▶ Exercise
Copy out, from the data, each line containing the string "thumb".

▶ Exercise data
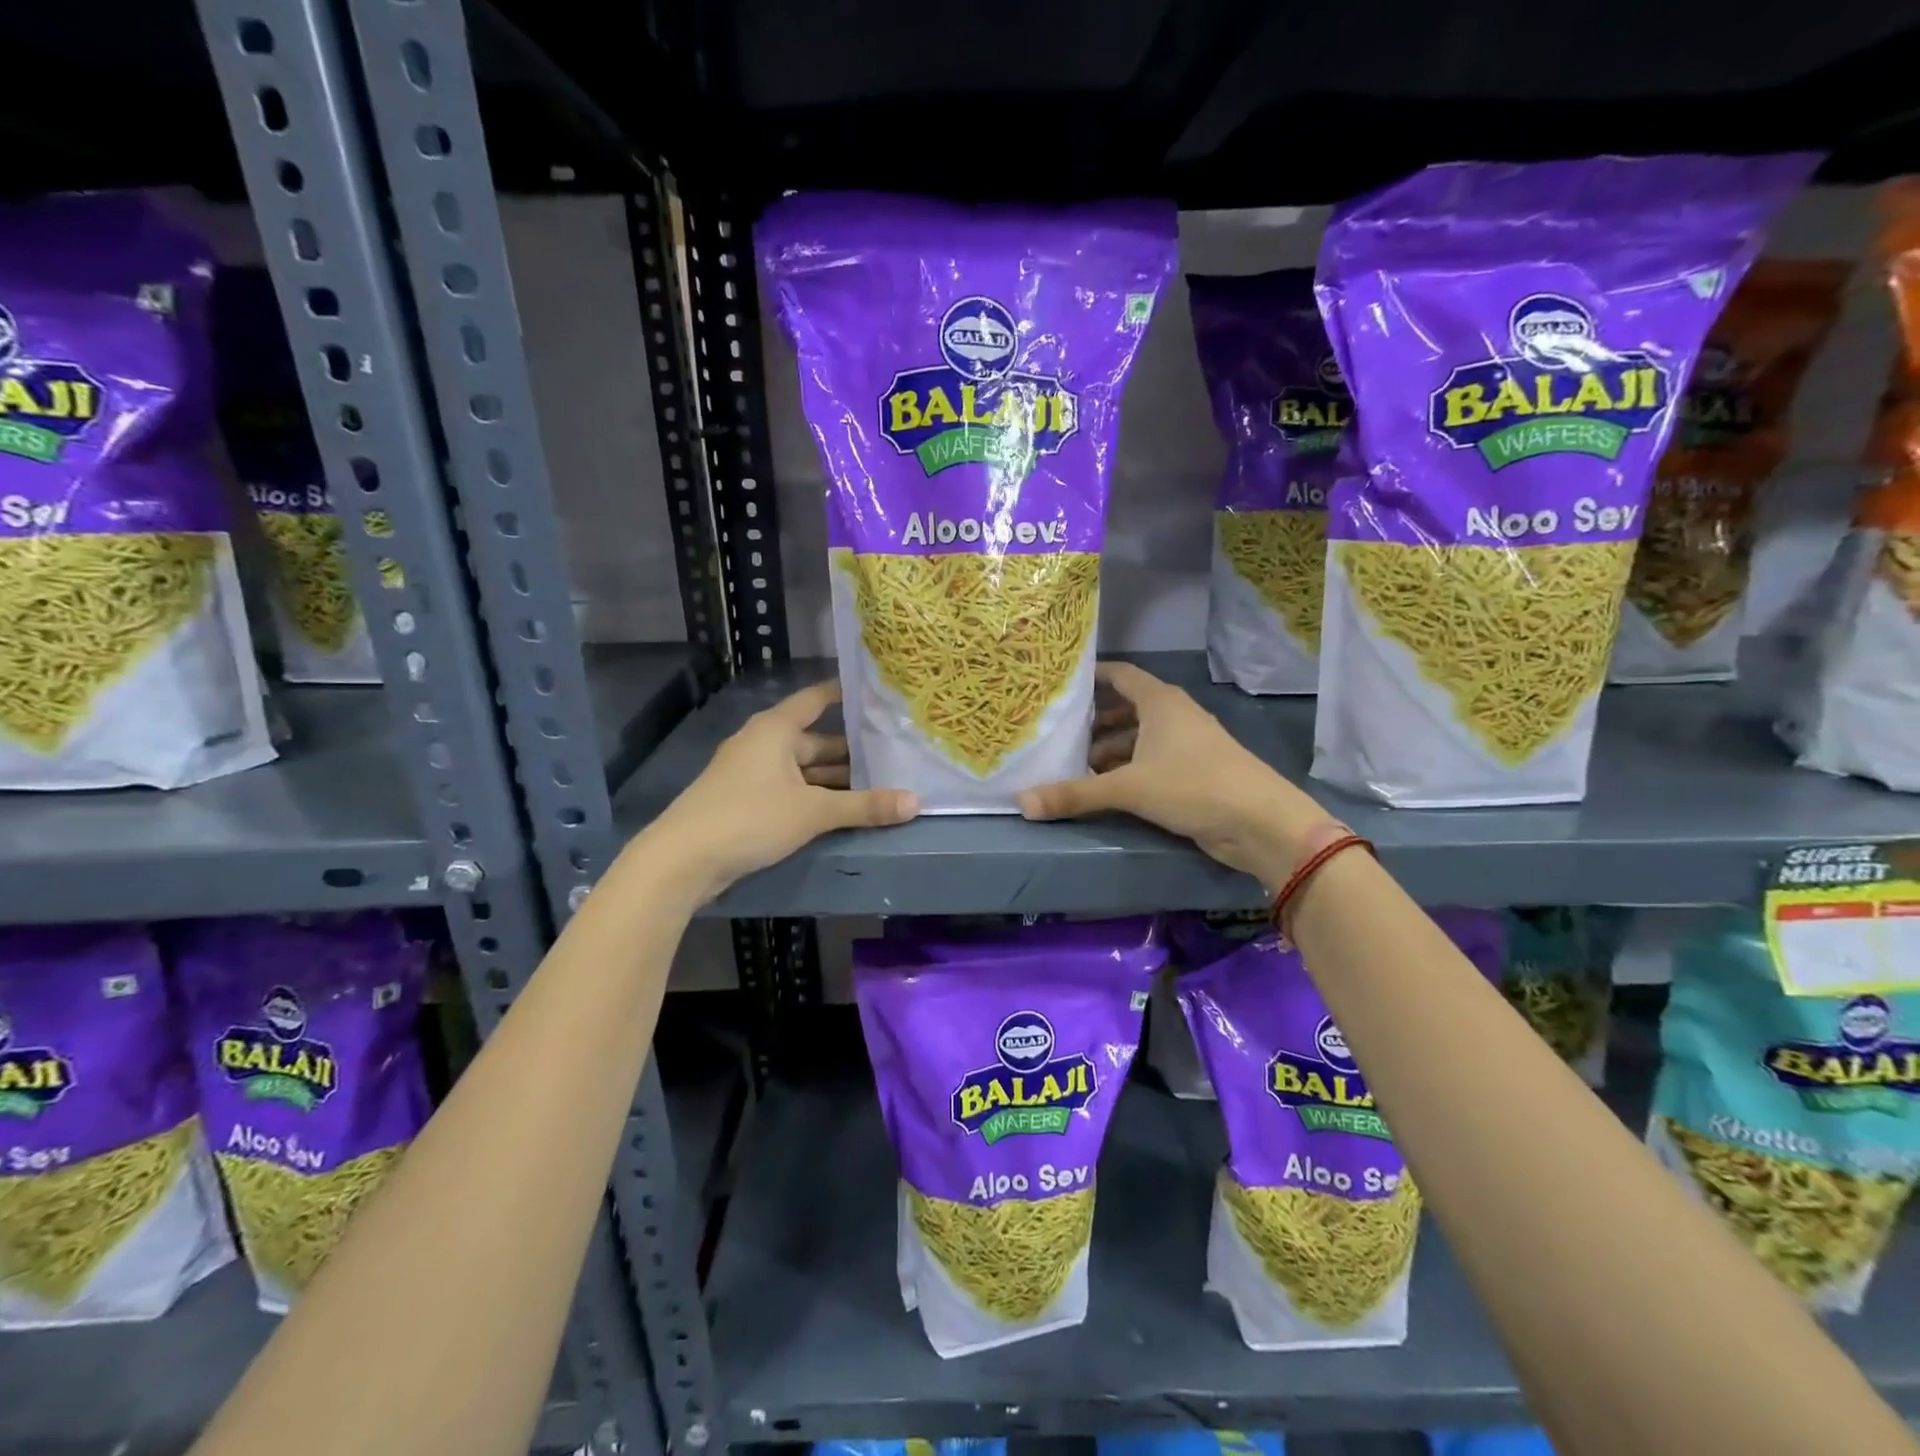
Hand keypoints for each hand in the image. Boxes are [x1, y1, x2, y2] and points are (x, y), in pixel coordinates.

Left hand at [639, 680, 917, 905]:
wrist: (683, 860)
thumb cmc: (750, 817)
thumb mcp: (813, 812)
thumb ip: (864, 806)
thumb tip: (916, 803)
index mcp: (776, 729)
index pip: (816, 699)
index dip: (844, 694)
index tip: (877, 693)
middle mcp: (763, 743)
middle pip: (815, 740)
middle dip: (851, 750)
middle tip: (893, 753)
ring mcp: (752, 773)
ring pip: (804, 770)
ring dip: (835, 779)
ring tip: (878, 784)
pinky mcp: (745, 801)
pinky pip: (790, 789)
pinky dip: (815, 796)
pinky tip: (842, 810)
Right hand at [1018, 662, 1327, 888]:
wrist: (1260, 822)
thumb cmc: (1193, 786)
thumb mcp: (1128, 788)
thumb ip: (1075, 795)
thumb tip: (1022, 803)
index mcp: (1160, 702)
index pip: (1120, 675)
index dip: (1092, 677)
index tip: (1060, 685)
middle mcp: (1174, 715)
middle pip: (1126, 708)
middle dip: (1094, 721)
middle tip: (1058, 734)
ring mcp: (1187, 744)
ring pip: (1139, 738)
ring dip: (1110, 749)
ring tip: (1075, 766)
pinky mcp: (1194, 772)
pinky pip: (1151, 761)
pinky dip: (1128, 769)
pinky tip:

▶ Output below
thumb cmc: (750, 817)
thumb mcp: (813, 812)
thumb ip: (864, 806)
thumb tip: (916, 803)
thumb cmc: (1193, 786)
thumb mcp: (1128, 788)
thumb ip: (1075, 795)
thumb tip: (1022, 803)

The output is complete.